Kitle iletişimiyle ilgili medya ve kültür endüstrileri, kapitalist pazar ekonomisi ve siyasi yapısı içindeki üretim, dağıtım ve tüketim kurallarına bağlı olarak işlemektedir. İletişimin ekonomi politiği de bu ortam içinde üretilen malların içeriğini ve mülkiyet ilişkilerini incelemektedir. Ekonomi politik, kitle iletişiminin belli zaman ve yerdeki üretim tarzı, örgütlenme biçimleri ve bölüşüm ilişkilerini genel toplumsal ve uluslararası bağlamda ele alınıp, incelenmesi biçiminde tanımlanmaktadır (Erdoğan ve Alemdar, 2005, s.269).

Vincent Mosco (2009, s.2-3), ekonomi politiği dar ve geniş anlamda tanımlamaktadır. Dar anlamda ekonomi politik, iletişim kaynaklarının da içinde yer aldığı toplumsal kaynakların üretim ve bölüşümünün, iktidar ilişkileri içinde incelenmesidir. Ekonomi politiğin daha iddialı ve genel tanımı ise toplumsal yaşamda kontrolün ve mücadelenin incelenmesidir. Dar anlamda yer alan, üretim ve bölüşüm biçimi, aynı zamanda toplumsal yaşamdaki mücadele alanını da belirleyebilmektedir.

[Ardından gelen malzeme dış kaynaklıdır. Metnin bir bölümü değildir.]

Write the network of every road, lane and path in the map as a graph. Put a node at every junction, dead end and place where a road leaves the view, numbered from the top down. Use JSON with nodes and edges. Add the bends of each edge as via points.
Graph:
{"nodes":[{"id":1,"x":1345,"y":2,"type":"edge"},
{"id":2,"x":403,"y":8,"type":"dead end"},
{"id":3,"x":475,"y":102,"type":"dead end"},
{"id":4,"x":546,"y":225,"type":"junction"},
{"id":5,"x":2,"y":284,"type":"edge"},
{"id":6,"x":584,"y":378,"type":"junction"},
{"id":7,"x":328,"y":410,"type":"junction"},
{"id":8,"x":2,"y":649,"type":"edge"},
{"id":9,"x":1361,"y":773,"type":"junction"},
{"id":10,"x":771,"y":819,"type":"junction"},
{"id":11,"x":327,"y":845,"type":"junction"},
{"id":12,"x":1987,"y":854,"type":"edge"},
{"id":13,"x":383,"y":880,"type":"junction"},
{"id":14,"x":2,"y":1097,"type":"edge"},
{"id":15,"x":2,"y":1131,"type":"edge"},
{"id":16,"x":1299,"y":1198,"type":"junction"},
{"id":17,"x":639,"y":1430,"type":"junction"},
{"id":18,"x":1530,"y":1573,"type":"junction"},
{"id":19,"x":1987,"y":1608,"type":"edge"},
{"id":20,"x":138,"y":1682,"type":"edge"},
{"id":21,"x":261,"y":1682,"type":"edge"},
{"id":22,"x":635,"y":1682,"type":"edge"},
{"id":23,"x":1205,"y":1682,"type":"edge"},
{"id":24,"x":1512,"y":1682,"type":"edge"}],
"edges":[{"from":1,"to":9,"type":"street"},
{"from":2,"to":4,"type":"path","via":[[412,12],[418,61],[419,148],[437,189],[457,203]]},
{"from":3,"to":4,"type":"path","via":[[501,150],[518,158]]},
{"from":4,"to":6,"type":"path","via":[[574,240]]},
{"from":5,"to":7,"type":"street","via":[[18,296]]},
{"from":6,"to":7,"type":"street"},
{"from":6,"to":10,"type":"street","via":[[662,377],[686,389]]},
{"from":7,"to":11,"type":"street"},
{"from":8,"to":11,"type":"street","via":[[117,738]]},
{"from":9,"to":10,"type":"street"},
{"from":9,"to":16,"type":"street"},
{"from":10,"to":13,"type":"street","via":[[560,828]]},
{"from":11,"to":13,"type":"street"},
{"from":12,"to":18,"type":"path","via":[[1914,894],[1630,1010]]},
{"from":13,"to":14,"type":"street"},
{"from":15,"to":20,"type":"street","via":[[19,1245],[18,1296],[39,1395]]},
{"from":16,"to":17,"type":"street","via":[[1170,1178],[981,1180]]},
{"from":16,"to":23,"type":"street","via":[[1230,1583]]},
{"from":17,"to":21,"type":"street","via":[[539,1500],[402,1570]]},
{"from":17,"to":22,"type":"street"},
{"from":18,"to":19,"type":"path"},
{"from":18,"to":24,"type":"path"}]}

Eleştirel ekonomi politik, üretim, bölüşüm ve metin gibi üçlü bir sacayağına sahip olan medyayı, bütüncül açıdan değerlendirmektedir. Egemen ideolojinin taşıyıcısı olan kültürel üretimin, nasıl işlediğini ve ekonomik ilişkilerini ortaya koymak eleştirel ekonomi politiğin temel amaçlarından biridir. Eleştirel ekonomi politiğin medya metinlerine ilgisi de bundan kaynaklanmaktadır. Amacı, üretimin ekonomik dinamiklerinin kültürel söylemleri nasıl yapılandırdığını açıklamaya çalışmaktır (Dursun, 2001, s.44-45). Ekonomi politik yaklaşım, kapitalist üretim yapısı içinde giderek meta üretimine dönüşen kültürel pratiklerin,

onlara eşlik eden üretim ve tüketim süreçleri analiz edilmeksizin anlaşılamayacaklarını açıklamaya çalışmaktadır (Çelenk, 2008, s.13).

Marksist teori içinde yer alan yorumsal analiz ve eleştirel çalışmalar, metinleri maddi pratik düzeyinde toplumsal gerçekliğin cisimleşmeleri ve yansımaları olarak ele almaktadır. Medya metinlerinin yorumlanması, basitçe bu iletilerin ürettiği anlamların bulunmasından ziyade, anlam üretiminin temel toplumsal süreçlerle nasıl bağlantılı olduğunu göstermeyi hedeflemektedir. Ekonomik sermaye ilişkiler içinde yapılanan ve sınıf çıkarları tarafından belirlenen medya metinleri, bu çıkarları koruma işlevini de yerine getirmektedir (Sholle, 2005, s.259). Medya metinlerinin içerdiği anlam ve yan anlamlar, içinde bulunduğu sosyo- ekonomik, tarihsel yapı çerçevesinde incelenmektedir.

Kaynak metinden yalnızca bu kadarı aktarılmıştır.